O youngling! how is this?
    Your poems are not wearied yet, not dead,
Must I bow low? or, With an envious kiss,
    Put you to bed?




CHRISTMAS NIGHT

"IF I CANNOT SEE THEE PRESENT I WILL MOURN
THEE ABSENT, FOR THIS ALSO IS A PROOF OF LOVE"
                                                                        Thomas à Kempis

We do not find Him on the difficult earth,
    In surging human-kind,
In wayside death or accidental birth,
    Or in the "march of mind."

Nature, her nests, her prey, the fed, the caught,
    Hid Him so well, so well,
His steadfast secret there seems to our thought
    Life's saddest miracle.

He's but conjectured in man's happiness,
    Suspected in man's tears,
Or lurks beyond the long, discouraged guess,
    Grown fainter through the years.

* * * * *

But absent, absent now?
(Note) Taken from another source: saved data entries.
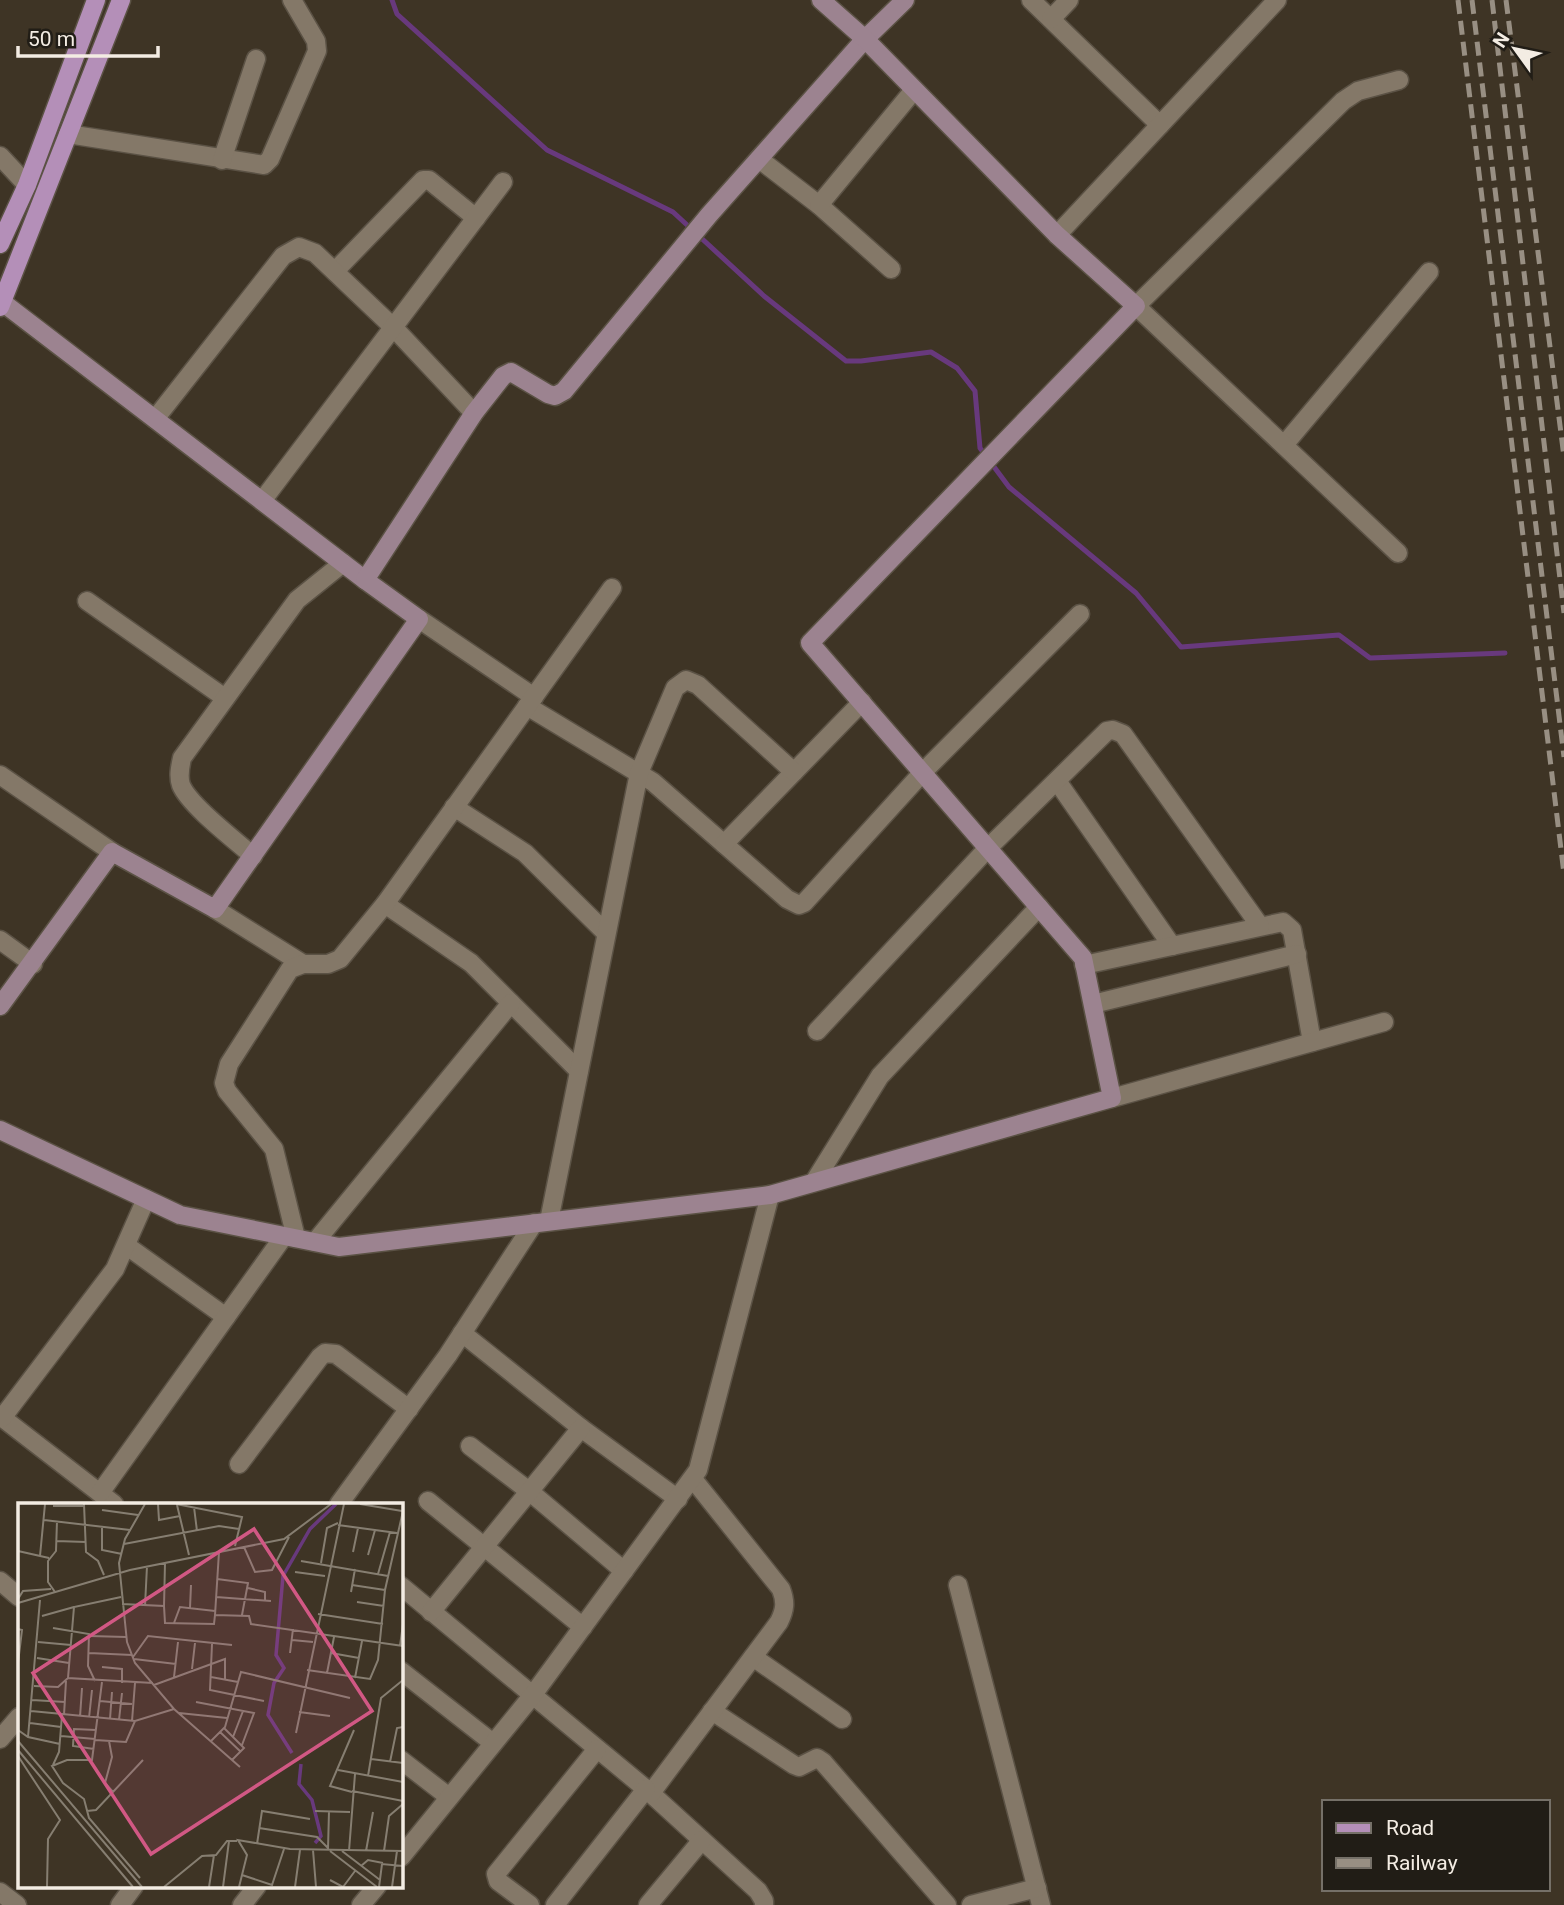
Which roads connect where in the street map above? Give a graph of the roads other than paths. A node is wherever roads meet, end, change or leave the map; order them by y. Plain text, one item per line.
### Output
1 (96, 0) edge
2 (121, 0) edge
3 (292, 0) edge
4 (821, 0) edge
5 (905, 0) edge
6 (1031, 0) edge
7 (1069, 0) edge
8 (1277, 0) edge
9 (1051, 19) junction
10 (865, 39) junction
11 (256, 59) dead end
12 (1399, 80) dead end
13 (914, 90) junction
14 (1160, 125) junction
15 (68, 134) junction
16 (0, 156) edge
17 (759, 159) junction
18 (222, 160) junction
19 (503, 182) dead end
20 (27, 185) junction
21 (819, 205) junction
22 (476, 218) junction
23 (1057, 235) junction
24 (0, 244) edge
25 (891, 269) dead end
26 (335, 271) junction
27 (1429, 272) dead end
28 (1, 304) edge
29 (1136, 306) junction
30 (394, 328) junction
31 (474, 413) junction
32 (155, 419) junction
33 (1284, 445) junction
34 (262, 501) junction
35 (1398, 553) dead end
36 (343, 563) junction
37 (365, 580) junction
38 (612, 588) dead end
39 (87, 601) dead end
40 (1080, 614) dead end
41 (419, 619) junction
42 (225, 698) junction
43 (531, 701) junction
44 (862, 702) junction
45 (794, 772) junction
46 (923, 772) junction
47 (639, 773) junction
48 (0, 775) edge
49 (1057, 780) junction
50 (454, 807) junction
51 (724, 844) junction
52 (988, 848) junction
53 (112, 852) junction
54 (253, 856) junction
55 (384, 904) junction
56 (1039, 907) junction
57 (215, 909) junction
58 (1261, 926) junction
59 (606, 933) junction
60 (0, 940) edge
61 (1172, 946) junction
62 (1297, 954) junction
63 (33, 964) junction
64 (303, 964) junction
65 (1084, 965) junction
66 (511, 1003) junction
67 (1093, 1004) junction
68 (0, 1006) edge
69 (1384, 1022) dead end
70 (817, 1031) dead end
71 (1312, 1042) junction
72 (579, 1071) junction
73 (1112, 1098) junction
74 (0, 1130) edge
75 (814, 1182) junction
76 (770, 1195) junction
77 (146, 1199) junction
78 (541, 1222) junction
79 (290, 1237) junction
80 (315, 1242) junction
81 (127, 1245) junction
82 (226, 1317) junction
83 (462, 1333) junction
84 (409, 1409) junction
85 (1, 1417) edge
86 (581, 1428) junction
87 (470, 1447) dead end
88 (239, 1464) dead end
89 (692, 1479) junction
90 (529, 1491) junction
91 (107, 1499) edge
92 (678, 1499) junction
93 (428, 1501) dead end
94 (341, 1503) edge
95 (485, 1545) junction
96 (624, 1571) junction
97 (0, 1581) edge
98 (958, 1586) dead end
99 (402, 1587) edge
100 (18, 1596) edge
101 (431, 1612) junction
102 (583, 1627) junction
103 (753, 1657) junction
104 (402, 1672) edge
105 (532, 1696) junction
106 (712, 1711) junction
107 (18, 1718) edge
108 (842, 1719) dead end
109 (0, 1740) edge
110 (493, 1743) junction
111 (597, 1749) junction
112 (402, 1761) edge
113 (649, 1791) junction
114 (449, 1797) junction
115 (702, 1840) junction
116 (402, 1856) edge
117 (133, 1888) edge
118 (255, 1888) edge
119 (0, 1892) edge
120 (1039, 1896) edge
121 (17, 1905) edge
122 (120, 1905) edge
123 (242, 1905) edge
124 (530, 1905) edge
125 (555, 1905) edge
126 (648, 1905) edge
127 (764, 1905) edge
128 (947, 1905) edge
129 (971, 1905) edge

1 - 20 main road
2 - 15 main road
3 - 18 street
4 - 10 street
5 - 10 street
6 - 9 street
7 - 9 street
8 - 14 street
9 - 14 street
10 - 13 street
10 - 17 street
11 - 18 street
12 - 29 street
13 - 21 street
13 - 23 street
14 - 23 street
15 - 18 street
15 - 28 main road
16 - 20 street
17 - 21 street
17 - 31 street
19 - 22 street
20 - 24 main road
21 - 25 street
22 - 26 street
22 - 30 street
23 - 29 street
26 - 30 street
26 - 32 street
27 - 33 street
28 - 32 street
29 - 33 street
29 - 44 street
30 - 31 street
30 - 34 street
31 - 37 street
32 - 34 street
33 - 35 street
34 - 36 street
36 - 37 street
36 - 42 street
37 - 41 street
38 - 43 street
39 - 42 street
40 - 46 street
41 - 43 street
41 - 54 street
42 - 54 street
43 - 47 street
43 - 50 street
44 - 45 street
44 - 46 street
45 - 47 street
45 - 51 street
46 - 51 street
46 - 52 street
47 - 51 street
47 - 59 street
48 - 53 street
49 - 52 street
49 - 58 street
49 - 61 street
50 - 55 street
50 - 59 street
52 - 56 street
52 - 70 street
53 - 57 street
53 - 63 street
54 - 57 street
55 - 64 street
55 - 66 street
56 - 65 street
56 - 75 street
57 - 64 street
58 - 61 street
58 - 62 street
59 - 72 street
60 - 63 street
61 - 65 street
62 - 67 street
62 - 71 street
63 - 68 street
64 - 79 street
65 - 67 street
66 - 72 street
66 - 80 street
67 - 73 street
69 - 71 street
71 - 73 street
72 - 78 street
73 - 75 street
74 - 77 street
75 - 76 street
76 - 78 street
76 - 89 street
77 - 79 street
77 - 81 street
78 - 80 street
78 - 83 street
79 - 80 street
79 - 82 street
81 - 82 street
81 - 85 street
82 - 91 street
83 - 84 street
83 - 86 street
84 - 88 street
84 - 94 street
85 - 91 street
86 - 90 street
86 - 92 street
87 - 90 street
89 - 92 street
89 - 103 street
90 - 95 street
90 - 96 street
92 - 96 street
93 - 95 street
95 - 101 street
95 - 102 street
96 - 102 street
97 - 100 street
98 - 120 street
99 - 101 street
101 - 105 street
102 - 105 street
103 - 106 street
103 - 108 street
104 - 110 street
105 - 110 street
105 - 111 street
106 - 113 street
106 - 128 street
107 - 109 street
110 - 114 street
111 - 113 street
111 - 124 street
112 - 114 street
113 - 115 street
113 - 125 street
114 - 116 street
115 - 126 street
115 - 127 street
117 - 122 street
118 - 123 street
119 - 121 street
120 - 129 street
Ah, what is this,
    Near as in child-birth bed,
Laid on our sorrowful hearts, close to a kiss?
    A homeless childish head.




THE OCTOBER REDBREAST

Autumn is weary, halt, and old;
    Ah, but she owns the song of joy!
Her colours fade, her woods are cold.
    Her singing-bird's a boy, a boy.

In lovely Spring the birds were bent
    On nests, on use, on love, forsooth!
Grown-up were they. This boy's content,
    For his is liberty, his is youth.

The musical stripling sings for play
    Taking no thought, and virgin-glad.
For duty sang those mates in May.
    This singing-bird's a lad, a lad.




TO "A CERTAIN RICH MAN"

"I HAVE FIVE BRETHREN.... FATHER, I BESEECH
THEE ... LEST THEY COME TO THIS PLACE"
                                                                St. Luke's Gospel


Thou wouldst not part thy spoil
Gained from the beggar's want, the weakling's toil,
Nor spare a jot of sumptuousness or state
For Lazarus at the gate.

And in the appalling night
Of expiation, as in day's delight,
Thou heldst thy niggard hand; it would not share
One hour of thy despair.

Those five—thy prayer for them!
O generous! who, condemned, wouldst not condemn,
Whose ultimate human greatness proved thee so
A miser of thy woe.




EVERLASTING FAREWELLS

"EVERLASTING FAREWELLS! AND AGAIN, AND
YET AGAIN ... EVERLASTING FAREWELLS!"
                                                                De Quincey


        "Farewells!" O what a word!
Denying this agony, denying the affrights,
Denying all De Quincey spoke or heard
In the infernal sadness of his nights.

        How mend these strange "farewells"?
"Vale"? "Addio"? "Leb'wohl"? Not one but seems
A tranquil refutation; tolling bells
That yet behold the terror of his dreams.

THE POET TO THE BIRDS

You bid me hold my peace,
    Or so I think, you birds; you'll not forgive
My kill-joy song that makes the wild song cease,
    Silent or fugitive.

Yon thrush stopt in mid-phrase
    At my mere footfall; and a longer note
Took wing and fled afield, and went its ways
    Within the blackbird's throat.

Hereditary song,
    Illyrian lark and Paduan nightingale,
Is yours, unchangeable the ages long;
    Assyria heard your tale;

Therefore you do not die.
    But single, local, lonely, mortal, new,
Unlike, and thus like all my race, am I,
    Preluding my adieu.

My human song must be
    My human thought. Be patient till 'tis done.
I shall not hold my little peace; for me
    There is no peace but one.

AT NIGHT

To W. M.

Home, home from the horizon far and clear,
        Hither the soft wings sweep;
Flocks of the memories of the day draw near
        The dovecote doors of sleep.

Oh, which are they that come through sweetest light
        Of all these homing birds?
Which with the straightest and the swiftest flight?
        Your words to me, your words!